The locus classicus for this fallacy is the following lovely text from Plato's Euthydemus:
[Dionysodorus:] Well [...], and so you say that you wish Cleinias to become wise?
[Socrates:] Undoubtedly.
[Dionysodorus:] And he is not wise as yet?
[Socrates:] At least his modesty will not allow him to say that he is.
[Dionysodorus:] You wish him, he said, to become wise and not, to be ignorant?
[Socrates:] That we do.
[Dionysodorus:] You wish him to be what he is not, and no longer to be what he is?
I [Socrates] was thrown into consternation at this. Taking advantage of my consternation he added:
[Dionysodorus:] You wish him no
longer to be what he is, which can only mean that you wish him to
perish.

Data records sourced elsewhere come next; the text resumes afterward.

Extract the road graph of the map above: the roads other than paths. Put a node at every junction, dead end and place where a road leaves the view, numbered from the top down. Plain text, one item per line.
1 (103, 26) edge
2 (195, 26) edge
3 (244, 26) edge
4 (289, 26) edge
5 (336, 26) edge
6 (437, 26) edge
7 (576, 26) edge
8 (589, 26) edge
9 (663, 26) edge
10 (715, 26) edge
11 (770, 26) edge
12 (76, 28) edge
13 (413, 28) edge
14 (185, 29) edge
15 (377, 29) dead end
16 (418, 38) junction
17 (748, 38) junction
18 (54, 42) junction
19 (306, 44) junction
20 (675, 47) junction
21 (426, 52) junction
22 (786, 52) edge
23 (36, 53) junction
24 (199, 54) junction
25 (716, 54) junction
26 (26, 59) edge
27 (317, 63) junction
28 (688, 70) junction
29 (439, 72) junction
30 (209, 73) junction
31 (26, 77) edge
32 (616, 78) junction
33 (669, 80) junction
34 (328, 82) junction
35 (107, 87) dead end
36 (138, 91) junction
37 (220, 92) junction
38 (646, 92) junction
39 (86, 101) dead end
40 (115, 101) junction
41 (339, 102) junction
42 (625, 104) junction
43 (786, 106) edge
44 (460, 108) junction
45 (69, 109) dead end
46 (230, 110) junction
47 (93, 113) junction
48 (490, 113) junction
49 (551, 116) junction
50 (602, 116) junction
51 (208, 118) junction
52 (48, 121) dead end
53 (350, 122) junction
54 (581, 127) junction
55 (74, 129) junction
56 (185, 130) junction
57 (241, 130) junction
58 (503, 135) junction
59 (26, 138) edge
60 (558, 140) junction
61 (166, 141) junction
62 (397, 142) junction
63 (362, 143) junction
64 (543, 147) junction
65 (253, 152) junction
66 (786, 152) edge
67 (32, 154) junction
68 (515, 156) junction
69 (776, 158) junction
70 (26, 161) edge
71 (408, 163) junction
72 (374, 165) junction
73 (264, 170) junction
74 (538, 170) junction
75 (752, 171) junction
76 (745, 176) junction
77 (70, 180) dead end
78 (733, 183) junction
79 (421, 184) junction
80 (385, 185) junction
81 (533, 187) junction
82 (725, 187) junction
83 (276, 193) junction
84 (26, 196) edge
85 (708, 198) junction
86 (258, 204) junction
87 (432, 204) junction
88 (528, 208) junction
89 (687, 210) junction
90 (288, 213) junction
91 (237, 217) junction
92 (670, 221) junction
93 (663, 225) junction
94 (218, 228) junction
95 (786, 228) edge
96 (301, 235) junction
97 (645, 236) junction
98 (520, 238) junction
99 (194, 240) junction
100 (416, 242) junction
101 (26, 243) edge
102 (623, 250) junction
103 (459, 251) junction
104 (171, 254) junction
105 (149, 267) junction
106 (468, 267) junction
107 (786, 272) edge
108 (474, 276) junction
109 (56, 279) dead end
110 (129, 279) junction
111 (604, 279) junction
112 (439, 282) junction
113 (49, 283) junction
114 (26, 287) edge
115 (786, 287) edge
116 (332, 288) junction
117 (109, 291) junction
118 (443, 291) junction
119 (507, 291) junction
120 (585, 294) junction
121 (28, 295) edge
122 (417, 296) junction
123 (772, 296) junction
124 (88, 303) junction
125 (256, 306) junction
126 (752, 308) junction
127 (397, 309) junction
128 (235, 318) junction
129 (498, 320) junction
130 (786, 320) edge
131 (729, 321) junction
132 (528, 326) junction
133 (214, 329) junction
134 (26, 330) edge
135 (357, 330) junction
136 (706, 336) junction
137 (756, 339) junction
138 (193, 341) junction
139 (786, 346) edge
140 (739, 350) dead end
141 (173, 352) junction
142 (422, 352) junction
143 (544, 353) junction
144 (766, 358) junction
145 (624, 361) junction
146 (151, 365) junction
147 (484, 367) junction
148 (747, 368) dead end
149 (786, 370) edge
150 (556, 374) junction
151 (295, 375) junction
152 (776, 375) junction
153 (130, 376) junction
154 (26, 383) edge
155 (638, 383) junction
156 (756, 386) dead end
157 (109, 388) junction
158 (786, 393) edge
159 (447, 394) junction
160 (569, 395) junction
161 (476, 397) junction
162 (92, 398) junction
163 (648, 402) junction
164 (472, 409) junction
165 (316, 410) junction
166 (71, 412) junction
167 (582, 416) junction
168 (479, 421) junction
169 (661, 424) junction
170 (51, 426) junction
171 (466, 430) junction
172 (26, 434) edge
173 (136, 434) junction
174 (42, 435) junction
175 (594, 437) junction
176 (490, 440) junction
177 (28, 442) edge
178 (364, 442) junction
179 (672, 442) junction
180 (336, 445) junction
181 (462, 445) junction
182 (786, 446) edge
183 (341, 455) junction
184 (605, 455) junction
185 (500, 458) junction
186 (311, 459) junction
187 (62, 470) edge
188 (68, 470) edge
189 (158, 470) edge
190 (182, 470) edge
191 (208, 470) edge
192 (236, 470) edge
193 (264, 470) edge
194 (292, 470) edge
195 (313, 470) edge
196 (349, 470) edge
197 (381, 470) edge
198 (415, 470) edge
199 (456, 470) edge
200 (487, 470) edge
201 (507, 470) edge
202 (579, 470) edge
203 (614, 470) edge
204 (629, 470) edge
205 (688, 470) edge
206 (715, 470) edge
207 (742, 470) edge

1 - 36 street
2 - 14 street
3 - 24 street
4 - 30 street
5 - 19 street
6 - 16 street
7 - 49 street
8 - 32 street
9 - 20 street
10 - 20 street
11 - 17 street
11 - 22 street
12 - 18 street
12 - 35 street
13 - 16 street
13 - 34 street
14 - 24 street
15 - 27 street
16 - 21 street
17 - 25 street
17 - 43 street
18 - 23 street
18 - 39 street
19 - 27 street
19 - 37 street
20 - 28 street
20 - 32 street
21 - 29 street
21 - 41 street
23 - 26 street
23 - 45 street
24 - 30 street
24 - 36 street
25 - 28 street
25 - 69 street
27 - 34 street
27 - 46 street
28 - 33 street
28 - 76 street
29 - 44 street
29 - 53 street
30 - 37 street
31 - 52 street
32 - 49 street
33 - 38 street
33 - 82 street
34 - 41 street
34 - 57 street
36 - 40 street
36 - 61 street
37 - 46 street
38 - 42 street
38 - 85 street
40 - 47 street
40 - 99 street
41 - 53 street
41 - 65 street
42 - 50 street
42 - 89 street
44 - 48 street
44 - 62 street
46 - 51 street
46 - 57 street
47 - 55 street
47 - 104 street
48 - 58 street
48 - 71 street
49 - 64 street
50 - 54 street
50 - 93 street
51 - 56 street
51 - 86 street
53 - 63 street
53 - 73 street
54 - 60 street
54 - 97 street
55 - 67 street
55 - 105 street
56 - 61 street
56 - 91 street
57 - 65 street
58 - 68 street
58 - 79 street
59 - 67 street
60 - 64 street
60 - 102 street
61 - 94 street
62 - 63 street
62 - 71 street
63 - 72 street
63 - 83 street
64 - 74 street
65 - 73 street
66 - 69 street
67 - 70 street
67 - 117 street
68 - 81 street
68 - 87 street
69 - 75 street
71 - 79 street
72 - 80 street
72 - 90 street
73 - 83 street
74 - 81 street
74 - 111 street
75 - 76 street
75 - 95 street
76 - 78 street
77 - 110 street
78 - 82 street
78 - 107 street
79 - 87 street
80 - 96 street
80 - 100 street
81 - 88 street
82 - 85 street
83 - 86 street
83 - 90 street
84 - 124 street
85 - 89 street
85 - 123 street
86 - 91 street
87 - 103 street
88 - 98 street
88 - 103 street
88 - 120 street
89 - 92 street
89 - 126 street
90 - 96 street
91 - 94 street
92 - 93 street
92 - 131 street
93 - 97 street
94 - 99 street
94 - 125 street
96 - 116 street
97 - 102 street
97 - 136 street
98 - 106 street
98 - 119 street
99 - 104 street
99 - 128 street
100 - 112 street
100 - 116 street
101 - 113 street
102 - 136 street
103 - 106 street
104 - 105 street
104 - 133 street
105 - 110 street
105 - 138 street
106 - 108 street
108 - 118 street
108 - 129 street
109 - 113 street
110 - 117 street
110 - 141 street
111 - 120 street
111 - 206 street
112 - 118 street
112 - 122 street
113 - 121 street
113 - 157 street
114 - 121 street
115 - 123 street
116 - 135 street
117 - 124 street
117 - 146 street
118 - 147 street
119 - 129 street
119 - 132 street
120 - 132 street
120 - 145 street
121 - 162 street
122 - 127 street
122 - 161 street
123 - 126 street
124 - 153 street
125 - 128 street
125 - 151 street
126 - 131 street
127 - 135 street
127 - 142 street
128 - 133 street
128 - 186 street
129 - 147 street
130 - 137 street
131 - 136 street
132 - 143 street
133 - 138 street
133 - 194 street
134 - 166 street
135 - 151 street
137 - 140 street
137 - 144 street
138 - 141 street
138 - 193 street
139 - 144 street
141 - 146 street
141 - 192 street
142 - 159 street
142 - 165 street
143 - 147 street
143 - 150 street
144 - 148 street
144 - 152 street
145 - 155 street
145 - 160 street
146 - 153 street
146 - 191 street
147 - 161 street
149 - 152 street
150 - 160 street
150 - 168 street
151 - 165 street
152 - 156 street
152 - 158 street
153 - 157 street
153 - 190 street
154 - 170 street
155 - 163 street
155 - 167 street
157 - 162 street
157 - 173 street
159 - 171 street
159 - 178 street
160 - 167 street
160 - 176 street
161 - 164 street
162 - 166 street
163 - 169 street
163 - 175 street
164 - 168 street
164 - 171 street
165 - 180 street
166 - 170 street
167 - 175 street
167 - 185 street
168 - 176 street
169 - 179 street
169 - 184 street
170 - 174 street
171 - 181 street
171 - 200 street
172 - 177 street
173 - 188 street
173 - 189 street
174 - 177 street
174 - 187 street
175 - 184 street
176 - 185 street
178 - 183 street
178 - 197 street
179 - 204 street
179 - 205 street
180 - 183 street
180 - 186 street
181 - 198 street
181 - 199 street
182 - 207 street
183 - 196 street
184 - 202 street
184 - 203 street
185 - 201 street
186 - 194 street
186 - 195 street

Pretty lovers and friends they must be who want their
favourite not to be, or to perish!
Alex,
ReplyDeleteI formulated the argument so as to preserve your intuition that it is false that an infant is essentially a preverbal immature human, since the infant does not perish upon learning to speak. If you meant that the infant (de re) survives, but not the infant (de dicto), then you have conceded, directly contrary to what you say in this quote, that infants are essentially preverbal, immature adult. But I take it you don't concede that. That's why the argument does not commit the alleged fallacy.
I do not think it is correct to use "essential" in the case of de dicto necessities. It is a necessary truth that if x is an infant, then x is preverbal and immature. But it is not of the essence of any infant that it be preverbal and immature.
ReplyDeleteAlex, the de dicto use of the indefinite description 'an infant' in the expression 'an infant is essentially preverbal' entails that there could be nothing satisfying that description that is not preverbal. The de re use of the indefinite description 'an infant' in the same utterance does not entail that there could be nothing satisfying the description that is not preverbal. I say nothing about de dicto necessities. I am talking about the logic of descriptions (If you take this to be controversial, then you can replace de dicto/de re in this context with attributive/referential uses. My point is the same.)
ReplyDeleteYou were claiming, as far as I could tell, given the context, that something satisfying the description 'an infant' might not be preverbal.
Necessarily, everything that satisfies the description "an infant" is preverbal at the time at which it satisfies this description.